Task item:
Every line below should be duplicated exactly.

Exercise material:
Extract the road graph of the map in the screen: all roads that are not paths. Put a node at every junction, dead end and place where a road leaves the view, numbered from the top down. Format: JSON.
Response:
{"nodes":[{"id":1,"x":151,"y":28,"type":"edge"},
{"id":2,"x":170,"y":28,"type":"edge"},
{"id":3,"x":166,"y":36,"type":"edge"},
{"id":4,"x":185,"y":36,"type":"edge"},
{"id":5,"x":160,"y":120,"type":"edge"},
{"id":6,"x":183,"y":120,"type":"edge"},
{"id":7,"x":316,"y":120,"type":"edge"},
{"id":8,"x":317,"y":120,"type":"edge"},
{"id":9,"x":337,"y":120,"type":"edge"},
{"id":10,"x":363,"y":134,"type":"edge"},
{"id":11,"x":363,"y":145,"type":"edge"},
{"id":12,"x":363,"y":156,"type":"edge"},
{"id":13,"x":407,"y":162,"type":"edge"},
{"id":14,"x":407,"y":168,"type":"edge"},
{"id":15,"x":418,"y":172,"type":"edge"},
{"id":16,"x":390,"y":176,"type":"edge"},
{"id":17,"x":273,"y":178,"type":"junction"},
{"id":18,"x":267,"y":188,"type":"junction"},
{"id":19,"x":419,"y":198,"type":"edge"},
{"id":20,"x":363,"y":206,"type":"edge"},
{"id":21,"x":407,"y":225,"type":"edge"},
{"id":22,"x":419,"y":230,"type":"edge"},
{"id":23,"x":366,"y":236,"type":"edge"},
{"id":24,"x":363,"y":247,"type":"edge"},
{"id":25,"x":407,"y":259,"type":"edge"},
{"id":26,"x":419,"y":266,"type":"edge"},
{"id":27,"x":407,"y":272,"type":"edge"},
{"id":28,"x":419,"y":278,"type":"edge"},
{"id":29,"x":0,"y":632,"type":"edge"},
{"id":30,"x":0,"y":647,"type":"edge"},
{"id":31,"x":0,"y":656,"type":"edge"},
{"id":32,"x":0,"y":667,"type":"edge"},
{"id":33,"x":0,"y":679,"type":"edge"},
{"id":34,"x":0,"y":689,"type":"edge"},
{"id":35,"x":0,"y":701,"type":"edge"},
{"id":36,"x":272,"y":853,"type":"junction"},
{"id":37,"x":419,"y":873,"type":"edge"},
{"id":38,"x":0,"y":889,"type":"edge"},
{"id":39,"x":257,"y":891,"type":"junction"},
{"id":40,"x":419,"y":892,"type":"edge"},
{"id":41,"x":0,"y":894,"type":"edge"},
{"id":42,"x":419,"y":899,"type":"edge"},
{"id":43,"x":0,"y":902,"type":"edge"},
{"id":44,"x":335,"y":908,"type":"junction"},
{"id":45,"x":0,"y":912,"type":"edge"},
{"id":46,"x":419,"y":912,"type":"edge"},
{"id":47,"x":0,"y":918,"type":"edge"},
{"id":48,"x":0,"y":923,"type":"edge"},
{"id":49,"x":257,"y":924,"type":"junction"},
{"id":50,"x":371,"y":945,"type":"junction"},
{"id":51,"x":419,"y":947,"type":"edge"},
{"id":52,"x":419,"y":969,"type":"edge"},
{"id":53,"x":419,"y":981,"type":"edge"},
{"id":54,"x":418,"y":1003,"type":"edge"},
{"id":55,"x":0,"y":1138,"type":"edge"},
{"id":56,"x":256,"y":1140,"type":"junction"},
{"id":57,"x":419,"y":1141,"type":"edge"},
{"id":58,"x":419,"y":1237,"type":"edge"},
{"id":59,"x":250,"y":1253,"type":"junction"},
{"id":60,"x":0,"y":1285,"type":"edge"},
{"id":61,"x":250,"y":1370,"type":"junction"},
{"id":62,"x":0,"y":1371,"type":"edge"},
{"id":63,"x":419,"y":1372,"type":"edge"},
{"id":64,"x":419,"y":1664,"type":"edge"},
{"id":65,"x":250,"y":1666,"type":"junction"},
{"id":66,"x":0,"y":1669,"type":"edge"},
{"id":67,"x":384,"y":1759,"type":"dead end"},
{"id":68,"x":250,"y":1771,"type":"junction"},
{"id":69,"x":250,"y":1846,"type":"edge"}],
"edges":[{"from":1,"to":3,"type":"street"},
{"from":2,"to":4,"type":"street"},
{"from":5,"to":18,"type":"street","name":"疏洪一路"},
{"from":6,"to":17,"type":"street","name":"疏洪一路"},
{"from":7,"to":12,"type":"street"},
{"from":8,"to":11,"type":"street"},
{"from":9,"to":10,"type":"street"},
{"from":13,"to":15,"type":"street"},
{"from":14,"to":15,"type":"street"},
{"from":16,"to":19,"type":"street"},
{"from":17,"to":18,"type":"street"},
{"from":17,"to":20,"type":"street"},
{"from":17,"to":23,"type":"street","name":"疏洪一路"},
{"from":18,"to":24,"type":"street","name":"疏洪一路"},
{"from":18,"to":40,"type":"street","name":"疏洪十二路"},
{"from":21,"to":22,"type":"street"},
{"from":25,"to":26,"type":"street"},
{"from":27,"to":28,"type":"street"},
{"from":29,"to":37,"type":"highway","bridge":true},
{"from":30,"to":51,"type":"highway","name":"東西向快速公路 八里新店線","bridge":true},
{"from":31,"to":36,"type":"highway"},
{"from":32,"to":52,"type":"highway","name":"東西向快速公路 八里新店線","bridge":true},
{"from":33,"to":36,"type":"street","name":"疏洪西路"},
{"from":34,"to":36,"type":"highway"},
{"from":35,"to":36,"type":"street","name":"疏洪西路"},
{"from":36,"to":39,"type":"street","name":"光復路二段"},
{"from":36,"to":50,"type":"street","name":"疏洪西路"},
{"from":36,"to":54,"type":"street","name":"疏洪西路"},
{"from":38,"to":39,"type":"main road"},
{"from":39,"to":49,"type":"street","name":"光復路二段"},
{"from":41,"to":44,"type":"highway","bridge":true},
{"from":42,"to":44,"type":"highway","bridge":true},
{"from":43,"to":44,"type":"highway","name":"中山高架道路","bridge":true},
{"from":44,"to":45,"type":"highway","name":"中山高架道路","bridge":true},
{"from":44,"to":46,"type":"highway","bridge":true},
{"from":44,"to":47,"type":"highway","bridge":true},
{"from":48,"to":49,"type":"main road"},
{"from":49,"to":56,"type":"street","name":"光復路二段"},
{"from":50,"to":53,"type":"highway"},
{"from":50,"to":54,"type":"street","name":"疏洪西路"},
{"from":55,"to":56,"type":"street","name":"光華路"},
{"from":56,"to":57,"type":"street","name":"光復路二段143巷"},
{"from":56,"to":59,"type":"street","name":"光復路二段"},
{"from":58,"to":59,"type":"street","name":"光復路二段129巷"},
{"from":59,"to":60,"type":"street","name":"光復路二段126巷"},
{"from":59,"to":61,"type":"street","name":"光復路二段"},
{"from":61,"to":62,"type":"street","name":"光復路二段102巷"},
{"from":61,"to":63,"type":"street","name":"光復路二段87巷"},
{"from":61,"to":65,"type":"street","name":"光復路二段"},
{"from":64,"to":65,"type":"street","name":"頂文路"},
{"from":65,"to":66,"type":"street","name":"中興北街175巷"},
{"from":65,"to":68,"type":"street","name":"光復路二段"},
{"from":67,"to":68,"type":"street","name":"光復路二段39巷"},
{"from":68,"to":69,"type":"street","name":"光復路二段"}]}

Output for this exercise:
Extract the road graph of the map in the screen: all roads that are not paths. Put a node at every junction, dead end and place where a road leaves the view, numbered from the top down. Format: JSON.
Response:
{"nodes":[{"id":1,"x":151,"y":28,"type":"edge"},
{"id":2,"x":170,"y":28,"type":"edge"},
{"id":3,"x":166,"y":36,"type":"edge"},
{"id":4,"x":185,"y":36,"type":"edge"},
{"id":5,"x":160,"y":120,"type":"edge"},
{"id":6,"x":183,"y":120,"type":"edge"},
{"id":7,"x":316,"y":120,"type":"edge"},
{"id":8,"x":317,"y":120,"type":"edge"},
{"id":9,"x":337,"y":120,"type":"edge"},
{"id":10,"x":363,"y":134,"type":"edge"},
{"id":11,"x":363,"y":145,"type":"edge"},
{"id":12,"x":363,"y":156,"type":"edge"},
{"id":13,"x":407,"y":162,"type":"edge"},
{"id":14,"x":407,"y":168,"type":"edge"},
{"id":15,"x":418,"y":172,"type":"edge"},
{"id":16,"x":390,"y":176,"type":"edge"},
{"id":17,"x":273,"y":178,"type":"junction"},
{"id":18,"x":267,"y":188,"type":"junction"},
{"id":19,"x":419,"y":198,"type":"edge"},
{"id":20,"x":363,"y":206,"type":"edge"},
{"id":21,"x":407,"y":225,"type":"edge"},
{"id":22,"x":419,"y":230,"type":"edge"},
{"id":23,"x":366,"y":236,"type":"edge"},
{"id":24,"x":363,"y":247,"type":"edge"},
{"id":25,"x":407,"y":259,"type":"edge"},
{"id":26,"x":419,"y":266,"type":"edge"},
{"id":27,"x":407,"y":272,"type":"edge"},
{"id":28,"x":419,"y":278,"type":"edge"},
{"id":29,"x":0,"y":632,"type":"edge"},
{"id":30,"x":0,"y":647,"type":"edge"},
{"id":31,"x":0,"y":656,"type":"edge"},
{"id":32,"x":0,"y":667,"type":"edge"},
{"id":33,"x":0,"y":679,"type":"edge"},
{"id":34,"x":0,"y":689,"type":"edge"},
{"id":35,"x":0,"y":701,"type":"edge"},
{"id":36,"x":272,"y":853,"type":"junction"},
{"id":37,"x":419,"y":873,"type":"edge"},
{"id":38,"x":0,"y":889,"type":"edge"},
{"id":39,"x":257,"y":891,"type":"junction"},
{"id":40,"x":419,"y":892,"type":"edge"},
{"id":41,"x":0,"y":894,"type":"edge"},
{"id":42,"x":419,"y":899,"type":"edge"},
{"id":43,"x":0,"y":902,"type":"edge"},
{"id":44,"x":335,"y":908,"type":"junction"},
{"id":45,"x":0,"y":912,"type":"edge"},
{"id":46,"x":419,"y":912,"type":"edge"},
{"id":47,"x":0,"y":918,"type":"edge"},
{"id":48,"x":0,"y":923,"type":"edge"},
{"id":49,"x":257,"y":924,"type":"junction"},
{"id":50,"x":371,"y":945,"type":"junction"},
{"id":51,"x":419,"y":947,"type":"edge"},
{"id":52,"x":419,"y":969,"type":"edge"},
{"id":53,"x":419,"y":981,"type":"edge"},
{"id":54,"x":418,"y":1003,"type":"edge"},
{"id":55,"x":0,"y":1138,"type":"edge"},
{"id":56,"x":256,"y":1140,"type":"junction"},
{"id":57,"x":419,"y":1141,"type":"edge"},
{"id":58,"x":419,"y":1237,"type":"edge"},
{"id":59,"x":250,"y":1253,"type":"junction"},
{"id":60,"x":0,"y":1285,"type":"edge"},
{"id":61,"x":250,"y":1370,"type":"junction"},
{"id":62,"x":0,"y":1371,"type":"edge"},
{"id":63,"x":419,"y":1372,"type":"edge"},
{"id":64,"x":419,"y":1664,"type":"edge"},
{"id":65,"x":250,"y":1666,"type":"junction"},
{"id":66,"x":0,"y":1669,"type":"edge"},
{"id":67,"x":384,"y":1759,"type":"dead end"},
{"id":68,"x":250,"y":1771,"type":"junction"},
{"id":69,"x":250,"y":1846,"type":"edge"}],
"edges":[{"from":1,"to":3,"type":"street"},
{"from":2,"to":4,"type":"street"},
{"from":5,"to":18,"type":"street","name":"疏洪一路"},
{"from":6,"to":17,"type":"street","name":"疏洪一路"},
{"from":7,"to":12,"type":"street"},
{"from":8,"to":11,"type":"street"},
{"from":9,"to":10,"type":"street"},
{"from":13,"to":15,"type":"street"},
{"from":14,"to":15,"type":"street"},
{"from":16,"to":19,"type":"street"},
{"from":17,"to":18,"type":"street"},
{"from":17,"to":20,"type":"street"},
{"from":17,"to":23,"type":"street","name":"疏洪一路"},
{"from":18,"to":24,"type":"street","name":"疏洪一路"},
{"from":18,"to":40,"type":"street","name":"疏洪十二路"},
{"from":21,"to":22,"type":"street"},
{"from":25,"to":26,"type":"street"},
{"from":27,"to":28,"type":"street"},
{"from":29,"to":37,"type":"highway","bridge":true},
{"from":30,"to":51,"type":"highway","name":"東西向快速公路 八里新店線","bridge":true},
{"from":31,"to":36,"type":"highway"},
{"from":32,"to":52,"type":"highway","name":"東西向快速公路 八里新店線","bridge":true},
{"from":33,"to":36,"type":"street","name":"疏洪西路"},
{"from":34,"to":36,"type":"highway"},
{"from":35,"to":36,"type":"street","name":"疏洪西路"},
{"from":36,"to":39,"type":"street","name":"光復路二段"},
{"from":36,"to":50,"type":"street","name":"疏洪西路"},
{"from":36,"to":54,"type":"street","name":"疏洪西路"},
{"from":38,"to":39,"type":"main road"},
{"from":39,"to":49,"type":"street","name":"光復路二段"},
{"from":41,"to":44,"type":"highway","bridge":true},
{"from":42,"to":44,"type":"highway","bridge":true},
{"from":43,"to":44,"type":"highway","name":"中山高架道路","bridge":true},
{"from":44,"to":45,"type":"highway","name":"中山高架道路","bridge":true},
{"from":44,"to":46,"type":"highway","bridge":true},
{"from":44,"to":47,"type":"highway","bridge":true},
{"from":48,"to":49,"type":"main road"},
{"from":49,"to":56,"type":"street","name":"光復路二段"},
{"from":50,"to":53,"type":"highway"},
{"from":50,"to":54,"type":"street","name":"疏洪西路"},
{"from":55,"to":56,"type":"street","name":"光華路"},
{"from":56,"to":57,"type":"street","name":"光復路二段143巷"},
{"from":56,"to":59,"type":"street","name":"光復路二段"},
{"from":58,"to":59,"type":"street","name":"光復路二段129巷"},
{"from":59,"to":60,"type":"street","name":"光復路二段126巷"},
{"from":59,"to":61,"type":"street","name":"光復路二段"},
{"from":61,"to":62,"type":"street","name":"光復路二段102巷"},
{"from":61,"to":63,"type":"street","name":"光復路二段87巷"},
{"from":61,"to":65,"type":"street","name":"光復路二段"},
{"from":64,"to":65,"type":"street","name":"頂文路"},
{"from":65,"to":66,"type":"street","name":"中興北街175巷"},
{"from":65,"to":68,"type":"street","name":"光復路二段"},
{"from":67,"to":68,"type":"street","name":"光復路二段39巷"},
{"from":68,"to":69,"type":"street","name":"光復路二段"}]}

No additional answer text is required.